Independent Study: TabDiff

Research-backed engineering for synthetic tabular data generation

Stack: Python • NumPy • Pandas • Jupyter • scikit-learn

Problem

Real-world tabular datasets are often limited by class imbalance, sparsity, and privacy constraints, making it difficult to perform reliable experimentation—especially for churn prediction tasks where minority classes are underrepresented.

Additionally, naïve resampling or duplication techniques can introduce overfitting and data leakage, reducing the validity of downstream models.

Solution

Designed and implemented a TabDiff-inspired synthetic data pipeline, leveraging recent research in generative modeling for tabular data (e.g., diffusion models, CTGAN, TVAE).

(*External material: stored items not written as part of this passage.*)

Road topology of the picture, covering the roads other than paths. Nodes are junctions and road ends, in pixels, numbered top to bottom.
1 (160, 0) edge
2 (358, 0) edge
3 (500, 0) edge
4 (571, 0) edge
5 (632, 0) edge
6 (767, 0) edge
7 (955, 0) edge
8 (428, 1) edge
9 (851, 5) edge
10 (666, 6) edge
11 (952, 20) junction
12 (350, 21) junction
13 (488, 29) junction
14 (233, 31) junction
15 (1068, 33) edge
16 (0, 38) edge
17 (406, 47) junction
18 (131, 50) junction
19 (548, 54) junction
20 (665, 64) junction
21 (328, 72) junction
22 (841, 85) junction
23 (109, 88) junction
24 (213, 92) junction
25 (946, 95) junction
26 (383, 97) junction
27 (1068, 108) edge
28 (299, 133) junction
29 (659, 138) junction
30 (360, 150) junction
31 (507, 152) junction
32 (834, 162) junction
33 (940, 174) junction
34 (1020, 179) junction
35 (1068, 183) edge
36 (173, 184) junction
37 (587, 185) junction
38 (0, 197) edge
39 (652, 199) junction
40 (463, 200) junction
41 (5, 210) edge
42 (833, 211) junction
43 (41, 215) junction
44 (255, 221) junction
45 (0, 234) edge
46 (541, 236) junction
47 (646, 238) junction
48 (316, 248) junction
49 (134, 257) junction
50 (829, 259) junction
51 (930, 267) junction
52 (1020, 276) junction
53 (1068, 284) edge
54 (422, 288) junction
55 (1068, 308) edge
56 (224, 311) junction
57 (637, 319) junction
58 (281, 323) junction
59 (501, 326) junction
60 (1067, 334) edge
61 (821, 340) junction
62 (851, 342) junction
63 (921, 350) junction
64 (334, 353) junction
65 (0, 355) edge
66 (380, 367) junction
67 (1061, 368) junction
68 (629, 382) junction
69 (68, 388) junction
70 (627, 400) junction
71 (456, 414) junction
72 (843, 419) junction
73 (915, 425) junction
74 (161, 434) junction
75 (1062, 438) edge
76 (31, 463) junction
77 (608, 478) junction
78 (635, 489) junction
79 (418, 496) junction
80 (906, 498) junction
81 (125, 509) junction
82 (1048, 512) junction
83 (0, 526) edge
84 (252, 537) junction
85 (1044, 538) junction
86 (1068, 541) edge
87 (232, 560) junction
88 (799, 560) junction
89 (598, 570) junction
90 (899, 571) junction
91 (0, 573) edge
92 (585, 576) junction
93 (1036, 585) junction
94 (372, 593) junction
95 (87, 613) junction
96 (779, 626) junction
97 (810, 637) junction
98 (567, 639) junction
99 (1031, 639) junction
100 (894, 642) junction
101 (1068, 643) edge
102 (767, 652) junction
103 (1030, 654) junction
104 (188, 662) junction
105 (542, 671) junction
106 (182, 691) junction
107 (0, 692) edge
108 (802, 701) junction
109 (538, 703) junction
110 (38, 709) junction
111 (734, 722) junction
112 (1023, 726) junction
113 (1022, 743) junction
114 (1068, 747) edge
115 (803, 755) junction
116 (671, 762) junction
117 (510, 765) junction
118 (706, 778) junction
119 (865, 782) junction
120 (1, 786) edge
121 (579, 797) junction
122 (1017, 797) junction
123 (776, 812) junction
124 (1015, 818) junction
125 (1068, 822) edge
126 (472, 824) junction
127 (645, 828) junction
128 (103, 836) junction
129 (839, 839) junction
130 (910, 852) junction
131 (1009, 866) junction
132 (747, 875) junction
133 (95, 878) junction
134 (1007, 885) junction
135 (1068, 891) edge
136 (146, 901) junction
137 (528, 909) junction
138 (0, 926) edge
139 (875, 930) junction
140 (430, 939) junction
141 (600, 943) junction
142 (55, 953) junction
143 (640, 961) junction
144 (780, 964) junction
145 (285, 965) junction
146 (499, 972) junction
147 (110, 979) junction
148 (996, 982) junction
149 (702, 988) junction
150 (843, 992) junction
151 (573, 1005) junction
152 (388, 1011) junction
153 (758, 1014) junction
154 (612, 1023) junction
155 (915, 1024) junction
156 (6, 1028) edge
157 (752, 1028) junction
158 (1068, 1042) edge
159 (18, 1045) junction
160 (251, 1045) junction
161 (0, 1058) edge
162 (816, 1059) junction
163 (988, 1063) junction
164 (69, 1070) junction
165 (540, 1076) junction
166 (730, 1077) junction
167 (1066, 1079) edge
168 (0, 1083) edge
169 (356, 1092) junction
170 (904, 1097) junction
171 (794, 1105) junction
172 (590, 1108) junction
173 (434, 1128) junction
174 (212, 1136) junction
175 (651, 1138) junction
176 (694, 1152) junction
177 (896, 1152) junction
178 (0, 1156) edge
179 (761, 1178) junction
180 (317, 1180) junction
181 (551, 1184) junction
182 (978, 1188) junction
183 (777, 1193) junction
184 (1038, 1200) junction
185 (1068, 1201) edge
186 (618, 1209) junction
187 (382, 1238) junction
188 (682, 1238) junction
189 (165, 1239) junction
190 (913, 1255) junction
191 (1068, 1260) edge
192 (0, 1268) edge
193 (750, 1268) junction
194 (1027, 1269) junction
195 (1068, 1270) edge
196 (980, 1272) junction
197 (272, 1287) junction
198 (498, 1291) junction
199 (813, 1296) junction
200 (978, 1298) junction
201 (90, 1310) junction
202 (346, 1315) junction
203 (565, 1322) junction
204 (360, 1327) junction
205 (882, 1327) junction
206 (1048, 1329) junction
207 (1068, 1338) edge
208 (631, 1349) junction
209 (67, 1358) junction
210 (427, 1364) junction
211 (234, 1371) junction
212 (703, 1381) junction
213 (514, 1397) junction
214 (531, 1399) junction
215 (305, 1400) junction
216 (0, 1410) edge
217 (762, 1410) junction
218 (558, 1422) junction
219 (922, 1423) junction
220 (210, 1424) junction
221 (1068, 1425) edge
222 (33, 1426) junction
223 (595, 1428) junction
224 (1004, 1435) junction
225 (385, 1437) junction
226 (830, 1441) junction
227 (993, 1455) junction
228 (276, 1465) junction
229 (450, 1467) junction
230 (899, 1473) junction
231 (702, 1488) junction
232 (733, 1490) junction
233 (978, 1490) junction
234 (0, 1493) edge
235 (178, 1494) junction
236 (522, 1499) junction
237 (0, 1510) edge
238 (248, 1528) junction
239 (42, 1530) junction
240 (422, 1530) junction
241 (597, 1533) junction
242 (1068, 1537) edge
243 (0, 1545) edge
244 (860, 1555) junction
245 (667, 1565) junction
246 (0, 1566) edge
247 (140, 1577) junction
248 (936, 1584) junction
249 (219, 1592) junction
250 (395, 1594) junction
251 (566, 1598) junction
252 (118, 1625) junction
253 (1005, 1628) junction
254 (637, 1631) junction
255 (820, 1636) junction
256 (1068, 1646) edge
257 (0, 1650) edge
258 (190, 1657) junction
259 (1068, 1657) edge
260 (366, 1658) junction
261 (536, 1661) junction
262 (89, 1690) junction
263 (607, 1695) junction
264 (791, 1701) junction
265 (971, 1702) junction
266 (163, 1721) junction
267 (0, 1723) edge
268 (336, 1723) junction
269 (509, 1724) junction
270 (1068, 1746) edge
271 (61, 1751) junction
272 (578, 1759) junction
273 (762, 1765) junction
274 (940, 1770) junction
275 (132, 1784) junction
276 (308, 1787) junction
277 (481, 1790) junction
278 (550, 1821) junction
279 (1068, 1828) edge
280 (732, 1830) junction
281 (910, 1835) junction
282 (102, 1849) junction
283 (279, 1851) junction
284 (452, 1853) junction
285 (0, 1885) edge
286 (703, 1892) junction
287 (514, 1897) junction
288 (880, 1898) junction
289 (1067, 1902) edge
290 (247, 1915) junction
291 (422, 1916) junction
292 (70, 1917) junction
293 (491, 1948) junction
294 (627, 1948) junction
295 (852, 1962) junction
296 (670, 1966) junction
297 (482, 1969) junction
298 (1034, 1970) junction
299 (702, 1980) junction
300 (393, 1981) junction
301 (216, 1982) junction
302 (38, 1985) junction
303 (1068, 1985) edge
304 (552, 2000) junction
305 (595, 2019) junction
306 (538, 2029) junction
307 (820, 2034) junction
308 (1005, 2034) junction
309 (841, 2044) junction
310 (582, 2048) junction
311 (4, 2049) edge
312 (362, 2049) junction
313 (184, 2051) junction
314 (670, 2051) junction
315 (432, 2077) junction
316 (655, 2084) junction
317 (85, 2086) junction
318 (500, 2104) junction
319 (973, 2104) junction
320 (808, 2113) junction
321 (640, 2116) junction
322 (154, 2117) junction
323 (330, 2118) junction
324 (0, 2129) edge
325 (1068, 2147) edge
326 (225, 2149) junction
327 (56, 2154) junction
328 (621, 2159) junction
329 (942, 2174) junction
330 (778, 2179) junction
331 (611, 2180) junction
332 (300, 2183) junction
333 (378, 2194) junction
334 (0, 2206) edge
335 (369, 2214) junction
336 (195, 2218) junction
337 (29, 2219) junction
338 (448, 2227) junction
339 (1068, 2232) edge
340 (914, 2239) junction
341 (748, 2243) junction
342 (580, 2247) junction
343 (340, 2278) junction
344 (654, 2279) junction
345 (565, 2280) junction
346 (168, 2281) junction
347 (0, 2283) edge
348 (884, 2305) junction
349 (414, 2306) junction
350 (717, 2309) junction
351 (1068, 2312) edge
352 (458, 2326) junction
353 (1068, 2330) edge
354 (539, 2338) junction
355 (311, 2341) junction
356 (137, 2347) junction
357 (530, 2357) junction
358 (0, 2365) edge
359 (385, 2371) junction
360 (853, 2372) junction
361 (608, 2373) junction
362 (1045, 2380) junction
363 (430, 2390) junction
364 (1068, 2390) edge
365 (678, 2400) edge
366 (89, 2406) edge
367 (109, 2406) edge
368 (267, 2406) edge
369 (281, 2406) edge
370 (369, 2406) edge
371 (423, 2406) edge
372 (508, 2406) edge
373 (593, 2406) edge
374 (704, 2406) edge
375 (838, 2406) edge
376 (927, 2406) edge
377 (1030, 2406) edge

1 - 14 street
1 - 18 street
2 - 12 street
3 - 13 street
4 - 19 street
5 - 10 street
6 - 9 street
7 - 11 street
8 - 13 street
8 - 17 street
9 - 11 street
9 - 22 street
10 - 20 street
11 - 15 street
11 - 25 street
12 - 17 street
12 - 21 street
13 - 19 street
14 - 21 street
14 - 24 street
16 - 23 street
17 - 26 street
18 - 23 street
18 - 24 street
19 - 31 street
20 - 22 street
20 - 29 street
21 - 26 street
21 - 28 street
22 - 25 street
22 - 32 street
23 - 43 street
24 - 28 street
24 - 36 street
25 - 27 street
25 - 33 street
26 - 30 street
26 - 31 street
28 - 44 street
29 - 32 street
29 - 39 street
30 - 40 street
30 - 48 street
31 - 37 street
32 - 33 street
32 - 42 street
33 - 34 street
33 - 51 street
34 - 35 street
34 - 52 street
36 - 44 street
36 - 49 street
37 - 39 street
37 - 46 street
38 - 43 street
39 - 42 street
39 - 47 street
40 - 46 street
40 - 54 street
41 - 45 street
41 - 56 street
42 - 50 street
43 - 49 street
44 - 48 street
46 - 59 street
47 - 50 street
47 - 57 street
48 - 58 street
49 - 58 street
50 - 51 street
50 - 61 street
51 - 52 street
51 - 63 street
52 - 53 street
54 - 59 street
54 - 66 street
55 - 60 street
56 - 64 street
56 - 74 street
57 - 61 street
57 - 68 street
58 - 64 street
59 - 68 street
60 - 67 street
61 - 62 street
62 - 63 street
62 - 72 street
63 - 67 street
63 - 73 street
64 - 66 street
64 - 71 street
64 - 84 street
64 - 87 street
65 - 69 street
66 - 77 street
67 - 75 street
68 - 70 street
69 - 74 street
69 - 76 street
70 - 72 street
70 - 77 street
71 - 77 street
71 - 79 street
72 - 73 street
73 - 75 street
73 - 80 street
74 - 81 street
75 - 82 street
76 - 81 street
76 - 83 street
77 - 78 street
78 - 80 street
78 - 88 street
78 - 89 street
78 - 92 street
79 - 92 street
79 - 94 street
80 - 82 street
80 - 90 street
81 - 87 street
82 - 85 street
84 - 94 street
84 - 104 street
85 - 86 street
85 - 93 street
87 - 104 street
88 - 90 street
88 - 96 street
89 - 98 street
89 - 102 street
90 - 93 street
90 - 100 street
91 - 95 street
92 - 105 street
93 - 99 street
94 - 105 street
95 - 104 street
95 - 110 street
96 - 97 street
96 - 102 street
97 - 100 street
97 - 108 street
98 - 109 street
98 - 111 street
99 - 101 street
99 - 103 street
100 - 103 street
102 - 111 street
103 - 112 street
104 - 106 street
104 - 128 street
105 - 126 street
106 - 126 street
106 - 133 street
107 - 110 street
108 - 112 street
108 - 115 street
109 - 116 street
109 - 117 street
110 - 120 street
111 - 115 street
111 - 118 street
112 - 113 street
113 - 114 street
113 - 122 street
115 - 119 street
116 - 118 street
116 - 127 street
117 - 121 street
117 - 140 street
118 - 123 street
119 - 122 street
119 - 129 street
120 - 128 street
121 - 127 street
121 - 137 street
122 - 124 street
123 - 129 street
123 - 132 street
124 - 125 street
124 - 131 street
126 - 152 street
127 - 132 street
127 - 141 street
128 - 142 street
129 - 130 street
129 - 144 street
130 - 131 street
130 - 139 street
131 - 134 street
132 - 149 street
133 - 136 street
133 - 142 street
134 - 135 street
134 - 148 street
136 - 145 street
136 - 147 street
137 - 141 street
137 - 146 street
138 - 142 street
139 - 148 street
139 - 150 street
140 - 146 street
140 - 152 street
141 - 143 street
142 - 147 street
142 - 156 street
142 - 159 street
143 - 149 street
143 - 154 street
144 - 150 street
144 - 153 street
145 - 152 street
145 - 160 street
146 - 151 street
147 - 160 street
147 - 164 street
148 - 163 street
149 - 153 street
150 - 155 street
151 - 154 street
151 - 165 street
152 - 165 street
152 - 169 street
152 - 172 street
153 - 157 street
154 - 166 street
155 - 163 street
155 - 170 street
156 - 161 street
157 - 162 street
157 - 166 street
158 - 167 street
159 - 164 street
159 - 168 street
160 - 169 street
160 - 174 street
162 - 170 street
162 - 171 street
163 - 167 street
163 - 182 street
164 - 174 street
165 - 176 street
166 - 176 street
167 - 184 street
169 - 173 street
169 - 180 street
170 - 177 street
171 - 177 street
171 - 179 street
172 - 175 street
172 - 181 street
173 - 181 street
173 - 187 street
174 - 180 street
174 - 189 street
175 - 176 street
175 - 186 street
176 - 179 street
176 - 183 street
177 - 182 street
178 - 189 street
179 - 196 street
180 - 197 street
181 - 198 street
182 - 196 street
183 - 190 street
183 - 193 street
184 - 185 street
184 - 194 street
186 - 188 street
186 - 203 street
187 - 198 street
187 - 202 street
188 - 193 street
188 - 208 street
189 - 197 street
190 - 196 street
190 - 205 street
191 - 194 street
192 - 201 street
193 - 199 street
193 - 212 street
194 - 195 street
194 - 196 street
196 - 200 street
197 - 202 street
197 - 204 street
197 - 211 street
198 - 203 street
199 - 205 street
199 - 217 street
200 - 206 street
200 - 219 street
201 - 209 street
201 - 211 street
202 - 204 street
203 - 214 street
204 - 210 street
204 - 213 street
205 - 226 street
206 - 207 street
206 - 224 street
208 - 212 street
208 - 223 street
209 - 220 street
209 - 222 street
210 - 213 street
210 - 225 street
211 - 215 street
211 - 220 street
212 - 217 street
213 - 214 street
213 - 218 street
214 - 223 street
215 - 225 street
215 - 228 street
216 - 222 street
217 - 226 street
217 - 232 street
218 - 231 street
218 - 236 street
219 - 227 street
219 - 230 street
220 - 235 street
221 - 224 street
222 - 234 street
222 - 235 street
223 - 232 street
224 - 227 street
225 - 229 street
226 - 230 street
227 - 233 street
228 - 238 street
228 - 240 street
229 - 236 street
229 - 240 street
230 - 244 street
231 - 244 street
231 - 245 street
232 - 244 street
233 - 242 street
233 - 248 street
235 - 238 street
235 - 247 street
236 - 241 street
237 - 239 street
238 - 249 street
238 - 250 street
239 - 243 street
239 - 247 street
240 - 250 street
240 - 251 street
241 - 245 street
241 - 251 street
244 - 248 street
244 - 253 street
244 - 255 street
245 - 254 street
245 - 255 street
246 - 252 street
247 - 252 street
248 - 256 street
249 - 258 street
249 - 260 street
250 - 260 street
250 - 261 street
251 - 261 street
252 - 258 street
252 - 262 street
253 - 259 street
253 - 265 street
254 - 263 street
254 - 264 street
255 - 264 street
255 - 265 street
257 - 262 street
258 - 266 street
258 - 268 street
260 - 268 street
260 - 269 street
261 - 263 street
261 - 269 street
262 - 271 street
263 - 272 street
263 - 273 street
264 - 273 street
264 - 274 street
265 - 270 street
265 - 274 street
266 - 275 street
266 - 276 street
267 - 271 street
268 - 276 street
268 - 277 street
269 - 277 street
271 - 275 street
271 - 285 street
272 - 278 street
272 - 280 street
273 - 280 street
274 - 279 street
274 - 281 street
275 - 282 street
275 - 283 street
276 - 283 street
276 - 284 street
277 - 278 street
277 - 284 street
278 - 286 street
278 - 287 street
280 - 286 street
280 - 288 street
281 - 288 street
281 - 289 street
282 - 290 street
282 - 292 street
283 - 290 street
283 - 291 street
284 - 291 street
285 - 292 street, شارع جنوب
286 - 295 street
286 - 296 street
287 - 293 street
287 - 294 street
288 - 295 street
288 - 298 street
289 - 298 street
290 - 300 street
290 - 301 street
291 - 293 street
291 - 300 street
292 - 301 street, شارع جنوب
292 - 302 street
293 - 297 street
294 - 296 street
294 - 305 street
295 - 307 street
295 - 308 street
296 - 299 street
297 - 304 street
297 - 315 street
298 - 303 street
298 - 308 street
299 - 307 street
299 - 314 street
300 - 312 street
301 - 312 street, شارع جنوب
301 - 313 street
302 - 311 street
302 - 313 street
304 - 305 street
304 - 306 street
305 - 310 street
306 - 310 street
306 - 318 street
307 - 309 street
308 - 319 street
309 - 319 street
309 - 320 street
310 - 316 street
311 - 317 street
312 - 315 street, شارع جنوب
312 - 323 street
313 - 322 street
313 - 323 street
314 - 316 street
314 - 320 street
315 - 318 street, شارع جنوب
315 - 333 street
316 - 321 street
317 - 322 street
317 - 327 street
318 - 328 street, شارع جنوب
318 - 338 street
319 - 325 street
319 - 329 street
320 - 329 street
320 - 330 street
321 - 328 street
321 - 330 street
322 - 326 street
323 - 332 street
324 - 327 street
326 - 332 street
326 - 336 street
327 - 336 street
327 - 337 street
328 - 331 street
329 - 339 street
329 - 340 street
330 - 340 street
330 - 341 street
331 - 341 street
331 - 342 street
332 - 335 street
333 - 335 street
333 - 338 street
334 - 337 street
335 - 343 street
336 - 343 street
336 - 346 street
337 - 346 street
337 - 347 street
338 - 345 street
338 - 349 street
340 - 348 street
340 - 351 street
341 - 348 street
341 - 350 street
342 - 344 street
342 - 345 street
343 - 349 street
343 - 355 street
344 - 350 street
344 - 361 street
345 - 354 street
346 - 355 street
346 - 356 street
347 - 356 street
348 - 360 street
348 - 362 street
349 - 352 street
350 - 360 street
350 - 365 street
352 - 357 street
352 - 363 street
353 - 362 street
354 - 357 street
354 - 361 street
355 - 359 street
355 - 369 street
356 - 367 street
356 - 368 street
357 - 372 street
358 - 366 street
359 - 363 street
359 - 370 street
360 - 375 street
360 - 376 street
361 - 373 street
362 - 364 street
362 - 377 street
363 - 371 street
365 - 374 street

The system generates synthetic records and evaluates them using both:

  • Statistical fidelity (distributional similarity to real data)
  • Model utility (impact on downstream predictive performance)

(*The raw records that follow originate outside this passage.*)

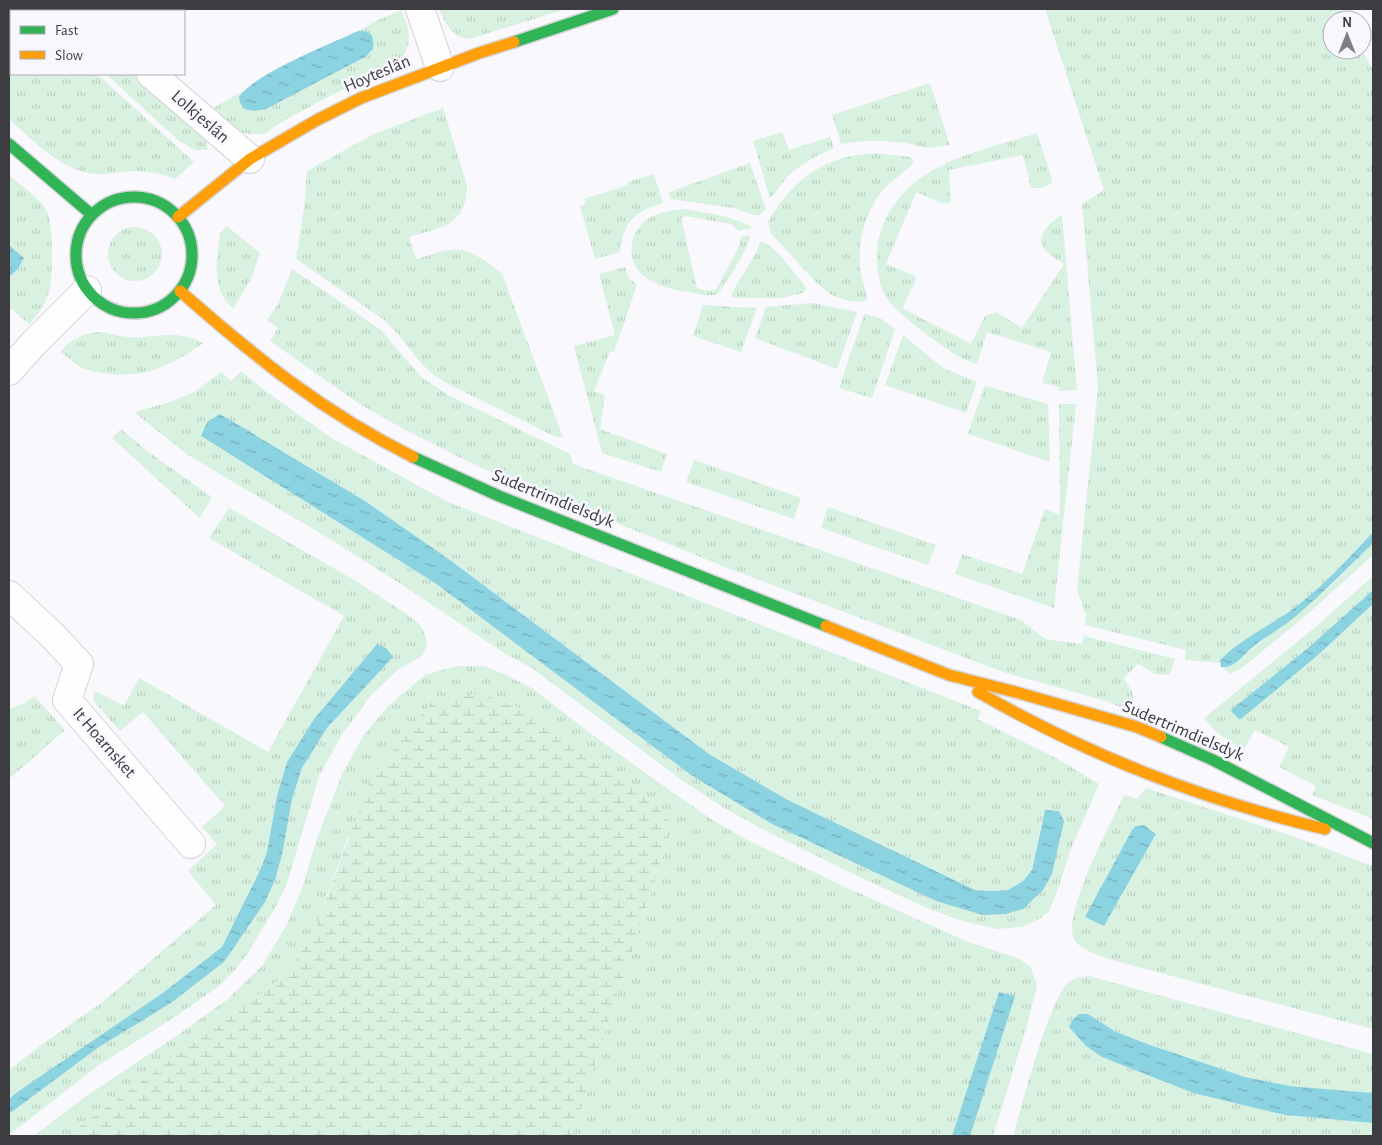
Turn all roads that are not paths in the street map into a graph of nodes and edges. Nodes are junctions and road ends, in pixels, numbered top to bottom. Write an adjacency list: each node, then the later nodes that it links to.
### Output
1 (420, 9): 3 (street)
2 (613, 9): 3 (street, Hoyteslân)
3 (440, 66): 6 (street, Hoyteslân)
4 (152, 75): 6 (street, Lolkjeslân)
5 (9, 144): 7 (street)
6 (250, 159): 8 (street, Hoyteslân)
7 (92, 215): 8 (street); 9 (street)
8 (178, 217): 10 (street)
9 (87, 290): 10 (street); 11 (street)
10 (180, 291): 13 (street, Sudertrimdielsdyk)
11 (9, 371)
12 (9, 595): 15 (street, It Hoarnsket)
13 (949, 675): 14 (street, Sudertrimdielsdyk); 14 (street, Sudertrimdielsdyk)
14 (1368, 841)
15 (191, 844)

Benchmarked synthetic datasets against real baselines using classification metrics such as AUC, PR-AUC, F1, and recall, with a focus on improving minority-class performance.

What I Did

  • Designed the experimental framework, including train/test splits and leakage-safe evaluation pipelines
  • Implemented data preprocessing and feature handling for mixed-type tabular data
  • Built scripts to compare real vs synthetic distributions and visualize embedding behavior (PCA / UMAP)
  • Evaluated model performance across datasets to quantify the utility–fidelity tradeoff
  • Documented findings and engineering decisions in a structured research report (ACM-style)

Challenges

  • Preventing data leakage while preserving meaningful statistical structure in generated data
  • Balancing fidelity vs utility — highly realistic data does not always improve model performance
  • Handling mode collapse and instability in generative approaches for tabular domains
  • Ensuring synthetic data remained useful for experimentation without overfitting to training artifacts

Key Insight

Synthetic data is not inherently valuable—its effectiveness depends on how well it improves downstream model behavior, not just how closely it matches the original distribution.